GIVEN INFORMATION

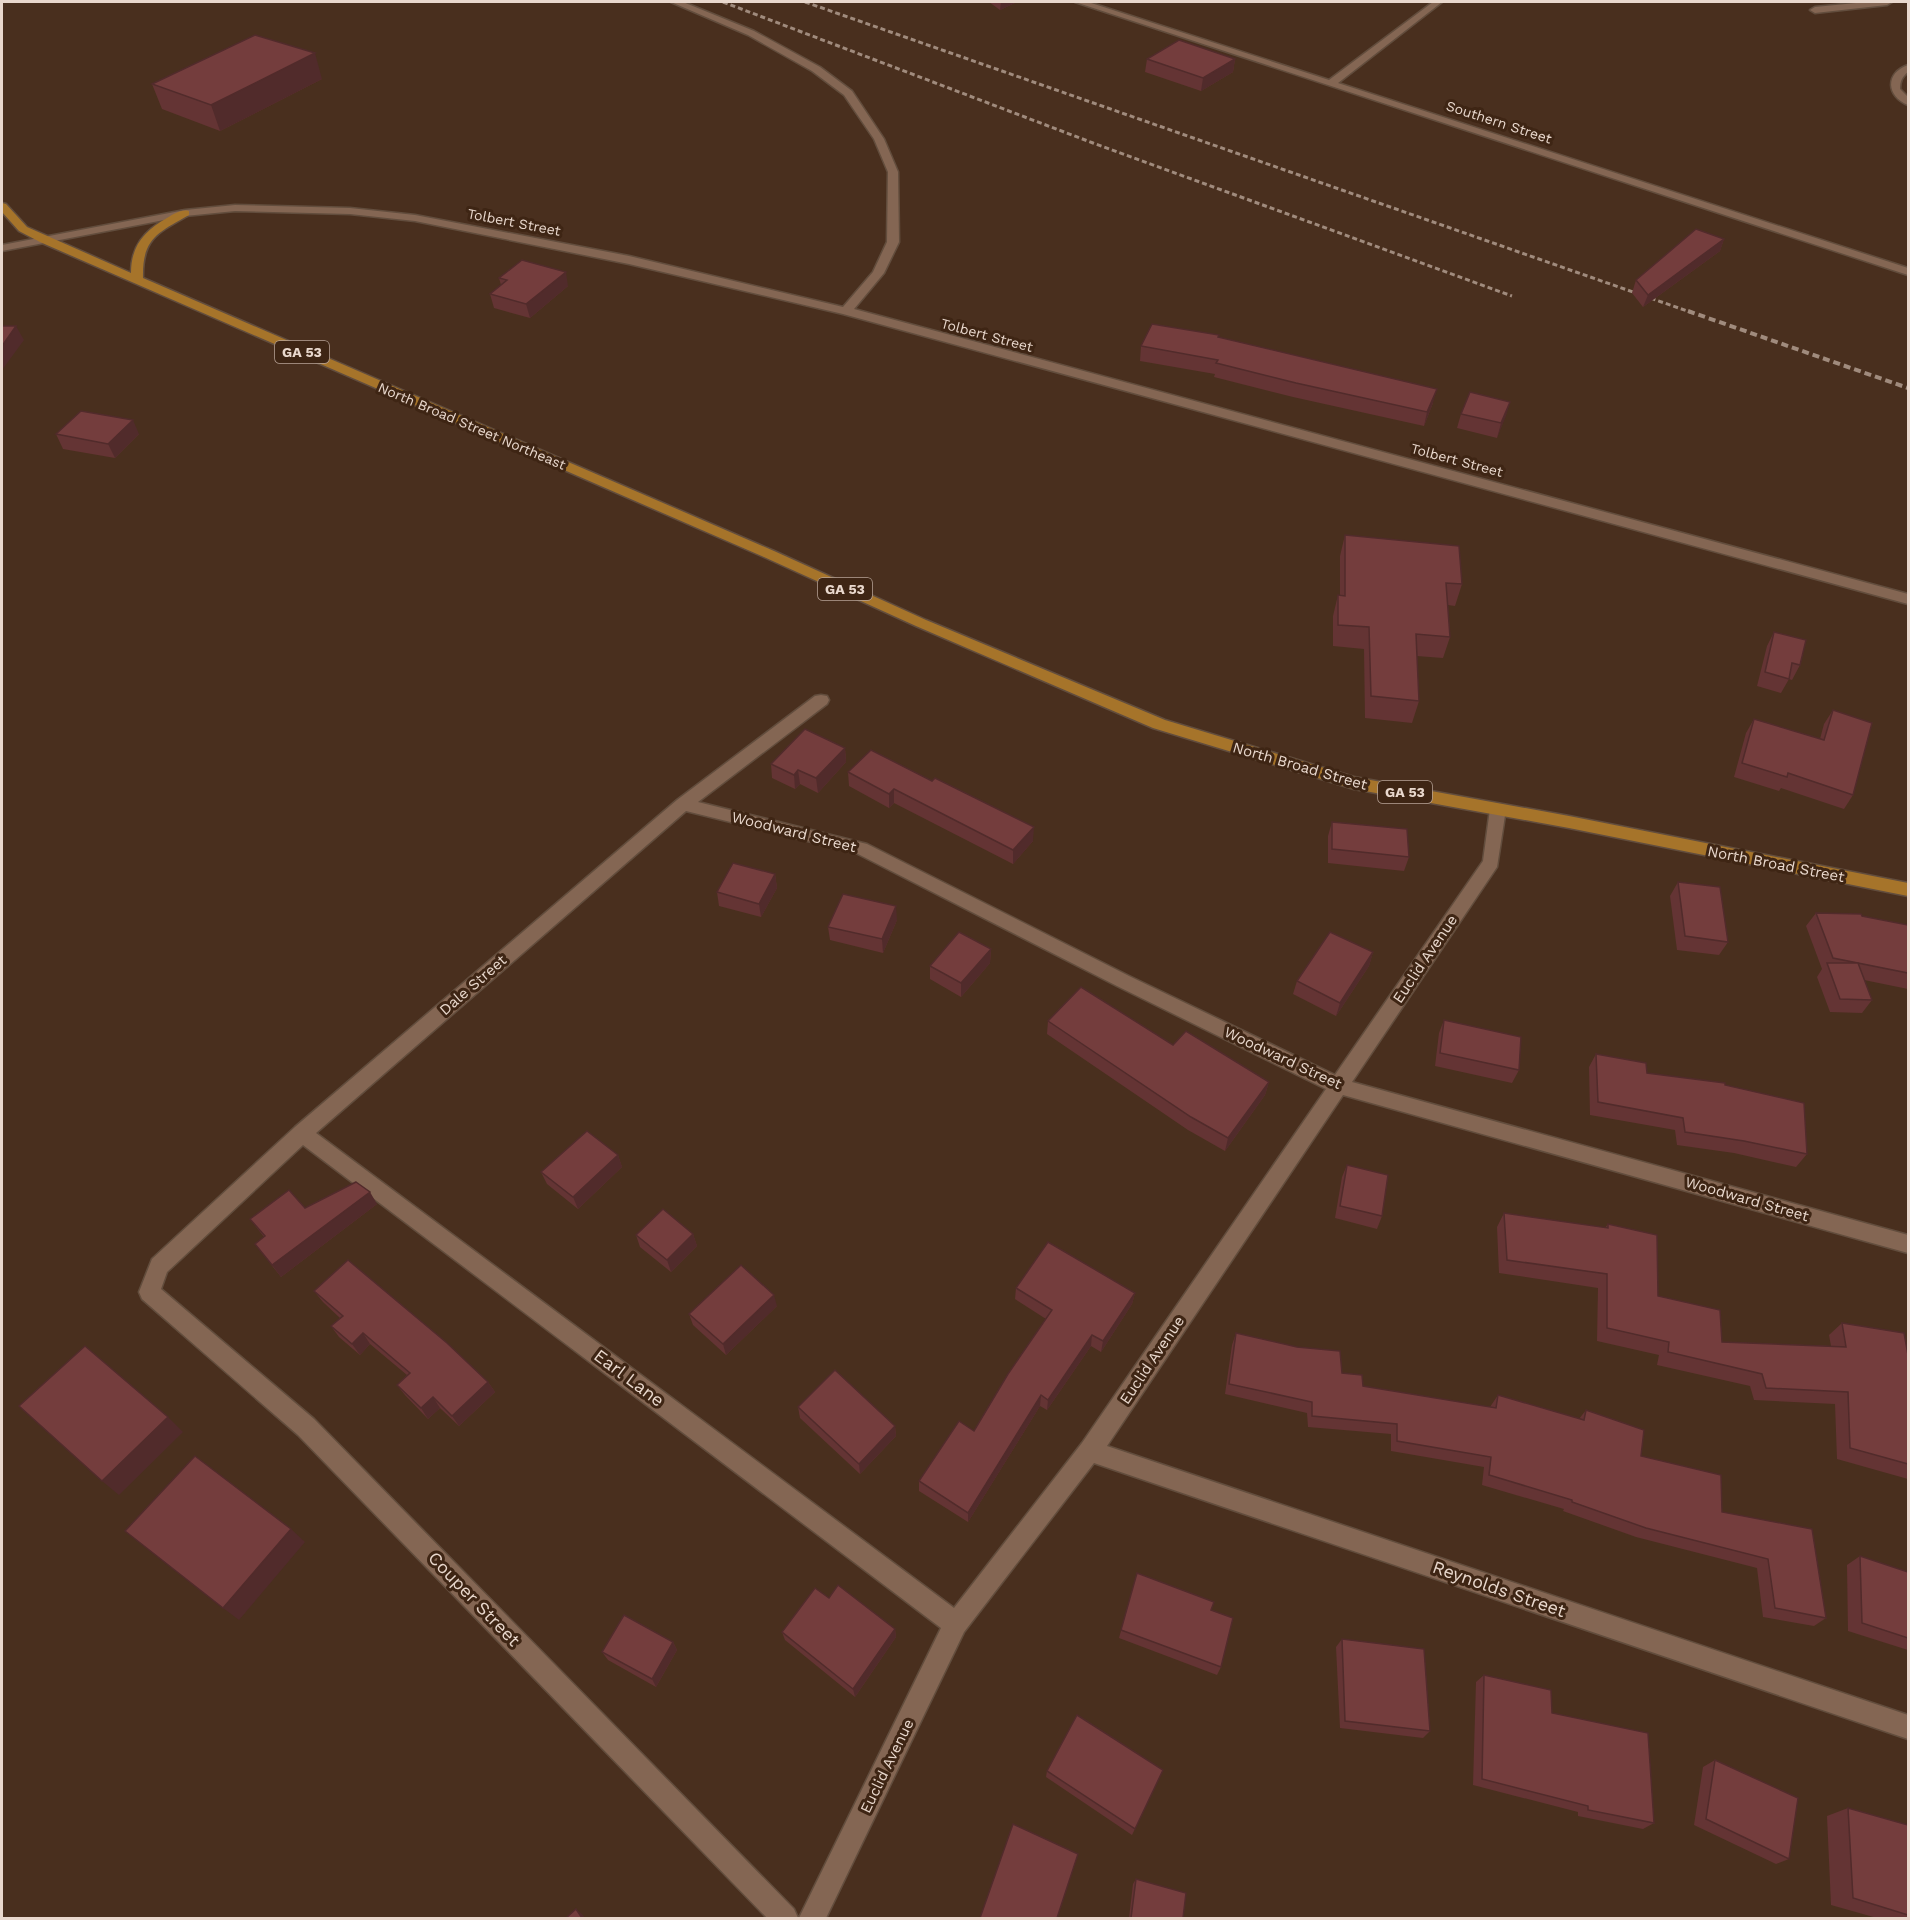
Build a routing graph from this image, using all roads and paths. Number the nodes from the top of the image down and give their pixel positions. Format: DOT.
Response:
graph roads {
  1 [pos="676,2"];
  2 [pos="1080,2"];
  3 [pos="1438,2"];
  4 [pos="1887,2"];
  5 [pos="1815,10"];
  6 [pos="1908,68"];
  7 [pos="1332,83"];
  8 [pos="1908,102"];
  9 [pos="2,206"];
  10 [pos="185,213"];
  11 [pos="2,228"];
  12 [pos="23,230"];
  13 [pos="44,240"];
  14 [pos="2,248"];
  15 [pos="1908,272"];
  16 [pos="137,281"];
  17 [pos="846,311"];
  18 [pos="1908,599"];
  19 [pos="921,623"];
  20 [pos="821,700"];
  21 [pos="683,804"];
  22 [pos="1498,809"];
  23 [pos="1908,890"];
  24 [pos="1339,1086"];
  25 [pos="302,1133"];
  26 [pos="1908,1244"];
  27 [pos="149,1292"];
  28 [pos="1090,1451"];
  29 [pos="956,1624"];
  30 [pos="1908,1727"];
  31 [pos="785,1918"];
  32 [pos="812,1918"];
  1 -- 17 [label="street"];
  2 -- 7 [label="street, Southern Street"];
  3 -- 7 [label="street"];
  4 -- 5 [label="street"];
  6 -- 8 [label="street"];
  7 -- 15 [label="street, Southern Street"];
  9 -- 12 [label="main road, GA 53"];
  10 -- 13 [label="street, Tolbert Street"];
  10 -- 16 [label="main road"];
  10 -- 17 [label="street, Tolbert Street"];
  11 -- 12 [label="main road, GA 53"];
  12 -- 13 [label="main road, North Broad Street Northeast / GA 53"];
  13 -- 14 [label="street, Tolbert Street"];
  13 -- 16 [label="main road, North Broad Street Northeast / GA 53"];
  16 -- 19 [label="main road, North Broad Street Northeast / GA 53"];
  17 -- 18 [label="street, Tolbert Street"];
  19 -- 22 [label="main road, North Broad Street / GA 53"];
  20 -- 21 [label="street, Dale Street"];
  21 -- 24 [label="street, Woodward Street"];
  21 -- 25 [label="street, Dale Street"];
  22 -- 23 [label="main road, North Broad Street / GA 53"];
  22 -- 24 [label="street, Euclid Avenue"];
  24 -- 26 [label="street, Woodward Street"];
  24 -- 28 [label="street, Euclid Avenue"];
  25 -- 27 [label="street, Dale Street"];
  25 -- 29 [label="street, Earl Lane"];
  27 -- 31 [label="street, Couper Street"];
  28 -- 29 [label="street, Euclid Avenue"];
  28 -- 30 [label="street, Reynolds Street"];
  29 -- 32 [label="street, Euclid Avenue"];
}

TASK PROMPT
Text only, no pictures: copy every entry exactly.

ANSWER AREA
Build a routing graph from this image, using all roads and paths. Number the nodes from the top of the image down and give their pixel positions. Format: DOT.
Response:
graph roads {
  1 [pos="676,2"];
  2 [pos="1080,2"];
  3 [pos="1438,2"];
  4 [pos="1887,2"];
  5 [pos="1815,10"];
  6 [pos="1908,68"];
  7 [pos="1332,83"];
  8 [pos="1908,102"];
  9 [pos="2,206"];
  10 [pos="185,213"];
  11 [pos="2,228"];
  12 [pos="23,230"];
  13 [pos="44,240"];
  14 [pos="2,248"];
  15 [pos="1908,272"];
  16 [pos="137,281"];
  17 [pos="846,311"];
  18 [pos="1908,599"];
  19 [pos="921,623"];
  20 [pos="821,700"];
  21 [pos="683,804"];
  22 [pos="1498,809"];
  23 [pos="1908,890"];
  24 [pos="1339,1086"];
  25 [pos="302,1133"];
  26 [pos="1908,1244"];
  27 [pos="149,1292"];
  28 [pos="1090,1451"];
  29 [pos="956,1624"];
  30 [pos="1908,1727"];
  31 [pos="785,1918"];
  32 [pos="812,1918"];
  1 -- 17 [label="street"];
  2 -- 7 [label="street, Southern Street"];
  3 -- 7 [label="street"];
  4 -- 5 [label="street"];
  6 -- 8 [label="street"];
  7 -- 15 [label="street, Southern Street"];
  9 -- 12 [label="main road, GA 53"];
  10 -- 13 [label="street, Tolbert Street"];
  10 -- 16 [label="main road"];
  10 -- 17 [label="street, Tolbert Street"];
  11 -- 12 [label="main road, GA 53"];
  12 -- 13 [label="main road, North Broad Street Northeast / GA 53"];
  13 -- 14 [label="street, Tolbert Street"];
  13 -- 16 [label="main road, North Broad Street Northeast / GA 53"];
  16 -- 19 [label="main road, North Broad Street Northeast / GA 53"];
  17 -- 18 [label="street, Tolbert Street"];
  19 -- 22 [label="main road, North Broad Street / GA 53"];
  20 -- 21 [label="street, Dale Street"];
  21 -- 24 [label="street, Woodward Street"];
  21 -- 25 [label="street, Dale Street"];
  22 -- 23 [label="main road, North Broad Street / GA 53"];
  22 -- 24 [label="street, Euclid Avenue"];
  24 -- 26 [label="street, Woodward Street"];
  24 -- 28 [label="street, Euclid Avenue"];
  25 -- 27 [label="street, Dale Street"];
  25 -- 29 [label="street, Earl Lane"];
  27 -- 31 [label="street, Couper Street"];
  28 -- 29 [label="street, Euclid Avenue"];
  28 -- 30 [label="street, Reynolds Street"];
  29 -- 32 [label="street, Euclid Avenue"];
}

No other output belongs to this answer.